Filtering the records below, copy only those lines that include the word "Università".

Stored records:

----

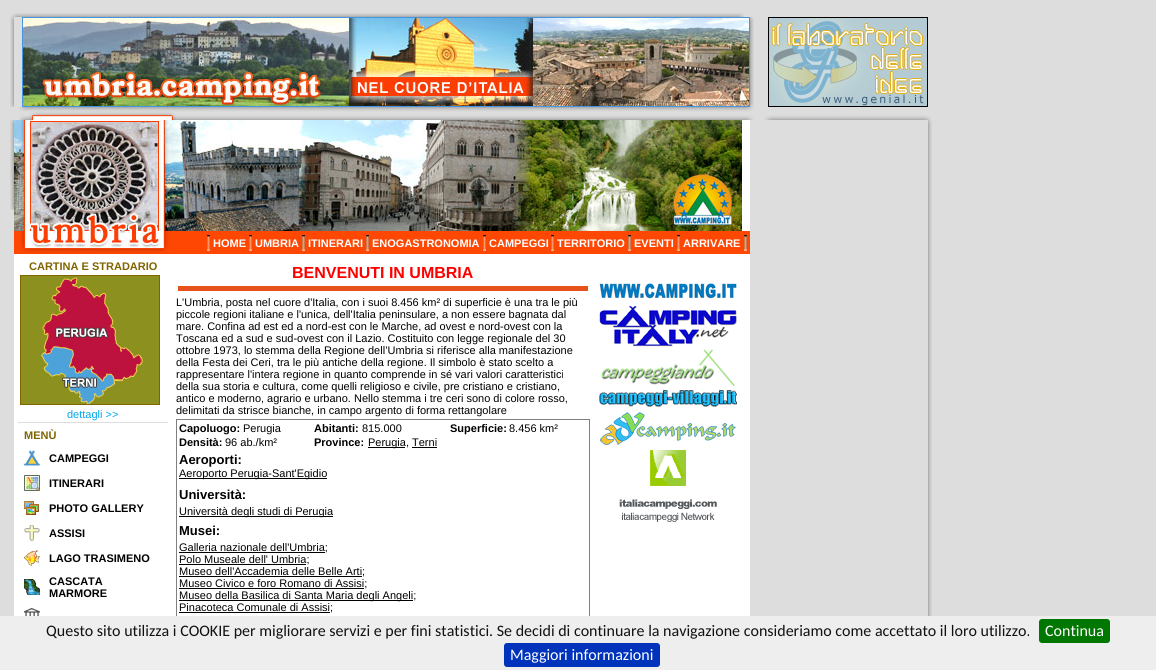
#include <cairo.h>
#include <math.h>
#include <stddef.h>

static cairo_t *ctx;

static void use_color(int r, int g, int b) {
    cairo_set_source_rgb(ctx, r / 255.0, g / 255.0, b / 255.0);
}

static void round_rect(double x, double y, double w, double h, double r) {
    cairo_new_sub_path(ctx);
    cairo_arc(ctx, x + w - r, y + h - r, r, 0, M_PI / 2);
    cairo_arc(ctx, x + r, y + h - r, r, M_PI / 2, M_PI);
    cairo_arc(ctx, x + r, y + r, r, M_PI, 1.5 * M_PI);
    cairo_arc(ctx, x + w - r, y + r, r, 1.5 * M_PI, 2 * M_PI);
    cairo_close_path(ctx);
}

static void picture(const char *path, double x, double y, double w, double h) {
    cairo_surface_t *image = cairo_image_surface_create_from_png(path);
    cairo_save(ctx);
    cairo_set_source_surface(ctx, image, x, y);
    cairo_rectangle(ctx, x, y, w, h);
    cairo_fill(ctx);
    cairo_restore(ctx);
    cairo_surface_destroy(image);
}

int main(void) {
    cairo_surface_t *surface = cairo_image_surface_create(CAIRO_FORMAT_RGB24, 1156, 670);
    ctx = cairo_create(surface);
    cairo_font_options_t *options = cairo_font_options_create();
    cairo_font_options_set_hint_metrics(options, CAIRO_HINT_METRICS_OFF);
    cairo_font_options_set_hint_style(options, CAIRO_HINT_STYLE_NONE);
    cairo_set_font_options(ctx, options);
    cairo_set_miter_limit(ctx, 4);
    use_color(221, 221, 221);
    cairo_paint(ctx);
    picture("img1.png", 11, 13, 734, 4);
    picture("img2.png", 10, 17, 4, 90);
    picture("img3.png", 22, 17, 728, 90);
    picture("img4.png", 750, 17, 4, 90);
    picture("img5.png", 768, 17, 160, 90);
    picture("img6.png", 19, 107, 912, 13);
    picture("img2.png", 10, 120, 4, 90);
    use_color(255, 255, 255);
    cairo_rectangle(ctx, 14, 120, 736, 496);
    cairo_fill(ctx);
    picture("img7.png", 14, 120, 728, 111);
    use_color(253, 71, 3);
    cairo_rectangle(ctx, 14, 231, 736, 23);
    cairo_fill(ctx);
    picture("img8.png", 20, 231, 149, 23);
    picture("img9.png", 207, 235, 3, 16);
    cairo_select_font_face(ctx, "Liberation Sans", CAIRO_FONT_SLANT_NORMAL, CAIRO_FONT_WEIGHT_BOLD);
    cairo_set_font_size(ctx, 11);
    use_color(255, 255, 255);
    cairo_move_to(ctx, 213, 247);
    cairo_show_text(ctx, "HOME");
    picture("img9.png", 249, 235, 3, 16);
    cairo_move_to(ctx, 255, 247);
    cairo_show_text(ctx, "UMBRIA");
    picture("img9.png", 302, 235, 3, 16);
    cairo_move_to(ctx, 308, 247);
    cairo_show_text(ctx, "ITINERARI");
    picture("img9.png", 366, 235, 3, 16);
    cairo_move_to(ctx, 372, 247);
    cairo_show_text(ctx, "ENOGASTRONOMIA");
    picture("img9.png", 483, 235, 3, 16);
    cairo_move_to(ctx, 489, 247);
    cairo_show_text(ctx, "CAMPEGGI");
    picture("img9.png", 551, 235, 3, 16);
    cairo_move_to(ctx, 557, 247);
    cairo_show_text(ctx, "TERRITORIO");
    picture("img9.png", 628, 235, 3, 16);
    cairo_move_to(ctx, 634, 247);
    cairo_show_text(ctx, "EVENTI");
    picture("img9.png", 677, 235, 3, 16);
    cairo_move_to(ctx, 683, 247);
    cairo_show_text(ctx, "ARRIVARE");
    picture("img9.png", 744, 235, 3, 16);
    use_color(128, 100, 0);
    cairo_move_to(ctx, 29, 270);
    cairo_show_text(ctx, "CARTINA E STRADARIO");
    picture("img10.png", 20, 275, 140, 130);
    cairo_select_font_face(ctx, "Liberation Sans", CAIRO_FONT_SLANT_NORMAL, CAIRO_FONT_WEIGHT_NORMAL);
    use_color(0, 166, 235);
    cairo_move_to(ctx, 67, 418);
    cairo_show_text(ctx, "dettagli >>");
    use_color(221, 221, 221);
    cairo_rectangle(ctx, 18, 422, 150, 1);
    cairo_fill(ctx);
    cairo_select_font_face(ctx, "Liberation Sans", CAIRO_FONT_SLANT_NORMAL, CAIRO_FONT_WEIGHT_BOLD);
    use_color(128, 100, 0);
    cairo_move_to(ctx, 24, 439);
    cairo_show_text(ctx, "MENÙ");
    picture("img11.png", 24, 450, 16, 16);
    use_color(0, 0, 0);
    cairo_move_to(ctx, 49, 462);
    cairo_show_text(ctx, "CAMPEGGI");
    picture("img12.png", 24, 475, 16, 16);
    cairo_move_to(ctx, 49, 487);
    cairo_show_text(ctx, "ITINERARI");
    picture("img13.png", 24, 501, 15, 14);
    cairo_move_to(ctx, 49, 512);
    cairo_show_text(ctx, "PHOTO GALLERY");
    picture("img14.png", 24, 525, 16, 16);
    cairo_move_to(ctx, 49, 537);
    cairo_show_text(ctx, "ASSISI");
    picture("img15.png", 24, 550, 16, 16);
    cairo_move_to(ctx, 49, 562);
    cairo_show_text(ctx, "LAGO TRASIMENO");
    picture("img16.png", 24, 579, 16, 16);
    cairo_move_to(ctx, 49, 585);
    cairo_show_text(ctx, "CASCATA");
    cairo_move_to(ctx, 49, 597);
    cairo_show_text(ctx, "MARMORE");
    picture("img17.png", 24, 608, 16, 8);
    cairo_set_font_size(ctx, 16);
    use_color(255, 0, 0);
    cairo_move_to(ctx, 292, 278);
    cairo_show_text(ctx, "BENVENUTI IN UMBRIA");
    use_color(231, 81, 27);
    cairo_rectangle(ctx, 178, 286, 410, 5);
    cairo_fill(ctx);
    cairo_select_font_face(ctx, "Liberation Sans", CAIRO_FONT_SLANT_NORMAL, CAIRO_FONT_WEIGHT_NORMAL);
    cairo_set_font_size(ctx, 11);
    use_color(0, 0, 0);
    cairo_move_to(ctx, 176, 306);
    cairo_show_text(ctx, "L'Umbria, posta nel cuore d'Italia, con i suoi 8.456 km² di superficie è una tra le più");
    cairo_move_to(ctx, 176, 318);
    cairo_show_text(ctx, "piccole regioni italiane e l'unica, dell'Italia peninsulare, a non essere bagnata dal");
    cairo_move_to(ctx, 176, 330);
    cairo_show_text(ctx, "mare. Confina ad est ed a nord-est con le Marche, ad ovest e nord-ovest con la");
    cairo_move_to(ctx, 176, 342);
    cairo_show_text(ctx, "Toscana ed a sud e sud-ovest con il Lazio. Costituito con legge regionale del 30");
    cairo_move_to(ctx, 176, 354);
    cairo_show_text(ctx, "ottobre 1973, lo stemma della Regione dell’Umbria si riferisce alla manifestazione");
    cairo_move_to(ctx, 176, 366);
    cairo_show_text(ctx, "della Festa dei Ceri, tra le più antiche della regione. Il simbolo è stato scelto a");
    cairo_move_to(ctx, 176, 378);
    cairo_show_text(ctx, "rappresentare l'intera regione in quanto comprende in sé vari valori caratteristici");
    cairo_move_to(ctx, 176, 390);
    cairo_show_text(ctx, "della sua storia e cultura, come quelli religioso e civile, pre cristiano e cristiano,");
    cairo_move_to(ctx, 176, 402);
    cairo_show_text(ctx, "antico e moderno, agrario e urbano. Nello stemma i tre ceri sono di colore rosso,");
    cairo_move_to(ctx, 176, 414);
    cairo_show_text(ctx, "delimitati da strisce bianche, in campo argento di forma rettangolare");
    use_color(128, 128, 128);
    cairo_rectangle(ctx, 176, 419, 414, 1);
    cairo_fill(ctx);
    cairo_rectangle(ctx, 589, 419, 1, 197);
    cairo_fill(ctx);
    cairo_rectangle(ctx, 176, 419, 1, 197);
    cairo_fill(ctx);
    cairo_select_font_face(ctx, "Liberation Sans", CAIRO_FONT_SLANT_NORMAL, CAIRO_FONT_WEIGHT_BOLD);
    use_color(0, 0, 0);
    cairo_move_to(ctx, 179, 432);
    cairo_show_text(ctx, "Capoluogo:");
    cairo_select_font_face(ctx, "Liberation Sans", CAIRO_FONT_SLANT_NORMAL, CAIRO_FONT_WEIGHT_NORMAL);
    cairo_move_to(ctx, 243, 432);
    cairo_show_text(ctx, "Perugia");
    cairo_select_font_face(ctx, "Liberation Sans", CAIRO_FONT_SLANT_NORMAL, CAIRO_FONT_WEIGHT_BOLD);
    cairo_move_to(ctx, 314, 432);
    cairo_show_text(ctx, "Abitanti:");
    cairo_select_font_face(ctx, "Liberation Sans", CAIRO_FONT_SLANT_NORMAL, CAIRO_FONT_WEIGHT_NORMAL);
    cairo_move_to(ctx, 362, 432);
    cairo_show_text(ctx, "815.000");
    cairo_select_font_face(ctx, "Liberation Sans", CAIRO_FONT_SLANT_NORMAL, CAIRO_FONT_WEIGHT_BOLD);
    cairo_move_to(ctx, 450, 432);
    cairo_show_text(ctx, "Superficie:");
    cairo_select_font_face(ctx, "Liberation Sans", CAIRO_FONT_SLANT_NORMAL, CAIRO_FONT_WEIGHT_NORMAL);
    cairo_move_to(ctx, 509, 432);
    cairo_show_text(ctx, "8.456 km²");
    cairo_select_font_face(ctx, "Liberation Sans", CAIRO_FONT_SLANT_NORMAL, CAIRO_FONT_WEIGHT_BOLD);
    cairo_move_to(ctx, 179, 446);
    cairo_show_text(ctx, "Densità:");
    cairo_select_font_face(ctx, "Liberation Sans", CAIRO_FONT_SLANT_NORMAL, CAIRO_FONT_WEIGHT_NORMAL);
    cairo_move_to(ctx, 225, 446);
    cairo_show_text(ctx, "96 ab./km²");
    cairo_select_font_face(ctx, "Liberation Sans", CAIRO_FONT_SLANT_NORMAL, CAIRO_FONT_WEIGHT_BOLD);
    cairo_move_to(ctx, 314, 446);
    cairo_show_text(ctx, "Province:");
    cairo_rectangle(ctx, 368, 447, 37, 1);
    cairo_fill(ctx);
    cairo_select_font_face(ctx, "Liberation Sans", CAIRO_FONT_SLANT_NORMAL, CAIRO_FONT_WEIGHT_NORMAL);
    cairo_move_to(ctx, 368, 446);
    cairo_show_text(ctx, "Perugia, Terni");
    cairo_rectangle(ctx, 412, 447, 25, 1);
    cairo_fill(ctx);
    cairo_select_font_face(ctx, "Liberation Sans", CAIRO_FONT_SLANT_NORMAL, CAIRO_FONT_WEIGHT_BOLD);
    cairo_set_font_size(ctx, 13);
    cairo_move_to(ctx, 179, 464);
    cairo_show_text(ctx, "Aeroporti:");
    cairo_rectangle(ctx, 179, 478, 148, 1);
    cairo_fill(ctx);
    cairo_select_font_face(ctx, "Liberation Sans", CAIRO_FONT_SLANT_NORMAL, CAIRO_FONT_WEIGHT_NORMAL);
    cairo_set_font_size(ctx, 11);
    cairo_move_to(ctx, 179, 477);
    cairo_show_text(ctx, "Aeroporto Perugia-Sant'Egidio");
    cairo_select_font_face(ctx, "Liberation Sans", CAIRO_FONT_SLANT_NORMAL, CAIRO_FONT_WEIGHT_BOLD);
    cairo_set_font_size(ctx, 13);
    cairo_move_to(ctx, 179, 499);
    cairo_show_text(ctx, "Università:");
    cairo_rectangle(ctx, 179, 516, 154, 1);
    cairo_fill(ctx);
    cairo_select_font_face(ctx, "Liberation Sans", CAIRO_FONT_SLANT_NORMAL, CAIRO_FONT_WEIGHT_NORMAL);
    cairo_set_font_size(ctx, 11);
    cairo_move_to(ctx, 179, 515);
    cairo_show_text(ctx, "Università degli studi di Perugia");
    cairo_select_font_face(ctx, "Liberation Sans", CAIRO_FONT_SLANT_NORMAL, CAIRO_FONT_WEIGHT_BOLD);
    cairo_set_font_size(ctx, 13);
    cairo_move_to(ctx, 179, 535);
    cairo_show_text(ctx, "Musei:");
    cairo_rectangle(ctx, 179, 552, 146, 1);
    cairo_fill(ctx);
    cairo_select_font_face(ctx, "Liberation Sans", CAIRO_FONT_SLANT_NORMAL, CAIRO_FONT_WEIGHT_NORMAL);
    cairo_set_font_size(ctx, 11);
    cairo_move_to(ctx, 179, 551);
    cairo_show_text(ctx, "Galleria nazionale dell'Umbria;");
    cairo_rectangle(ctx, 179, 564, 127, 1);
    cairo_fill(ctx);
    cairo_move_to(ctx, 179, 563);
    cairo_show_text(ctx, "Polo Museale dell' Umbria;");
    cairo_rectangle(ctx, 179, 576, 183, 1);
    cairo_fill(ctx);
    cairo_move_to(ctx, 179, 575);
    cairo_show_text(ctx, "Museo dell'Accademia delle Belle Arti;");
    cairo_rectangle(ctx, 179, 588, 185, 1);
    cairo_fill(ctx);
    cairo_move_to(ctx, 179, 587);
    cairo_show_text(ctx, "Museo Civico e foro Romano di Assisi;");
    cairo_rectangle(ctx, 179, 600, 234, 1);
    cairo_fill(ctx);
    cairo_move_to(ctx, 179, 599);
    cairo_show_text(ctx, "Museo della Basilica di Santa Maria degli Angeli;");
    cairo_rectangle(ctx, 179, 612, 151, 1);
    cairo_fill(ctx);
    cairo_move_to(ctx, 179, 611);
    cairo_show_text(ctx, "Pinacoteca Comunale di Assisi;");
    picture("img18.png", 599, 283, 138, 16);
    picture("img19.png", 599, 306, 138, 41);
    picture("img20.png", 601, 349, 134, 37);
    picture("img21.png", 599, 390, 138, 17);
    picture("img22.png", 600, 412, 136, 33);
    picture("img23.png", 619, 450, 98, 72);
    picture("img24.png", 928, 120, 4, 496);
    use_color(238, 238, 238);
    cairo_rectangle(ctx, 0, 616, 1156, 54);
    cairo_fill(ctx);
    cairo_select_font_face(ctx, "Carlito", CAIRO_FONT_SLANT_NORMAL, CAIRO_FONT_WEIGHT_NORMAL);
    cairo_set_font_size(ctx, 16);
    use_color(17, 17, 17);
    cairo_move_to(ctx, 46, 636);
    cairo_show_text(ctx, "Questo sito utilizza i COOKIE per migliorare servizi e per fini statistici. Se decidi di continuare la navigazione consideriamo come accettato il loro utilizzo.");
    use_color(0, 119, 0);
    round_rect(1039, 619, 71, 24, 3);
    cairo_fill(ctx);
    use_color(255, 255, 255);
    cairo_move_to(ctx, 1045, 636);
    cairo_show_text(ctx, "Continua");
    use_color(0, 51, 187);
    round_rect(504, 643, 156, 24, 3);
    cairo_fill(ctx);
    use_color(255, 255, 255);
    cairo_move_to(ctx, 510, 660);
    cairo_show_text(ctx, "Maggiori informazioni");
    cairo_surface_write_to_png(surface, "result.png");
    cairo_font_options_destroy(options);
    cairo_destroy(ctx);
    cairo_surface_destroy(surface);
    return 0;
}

----

EXPECTED ANSWER:
    cairo_show_text(ctx, "Università:");
    cairo_show_text(ctx, "Università degli studi di Perugia");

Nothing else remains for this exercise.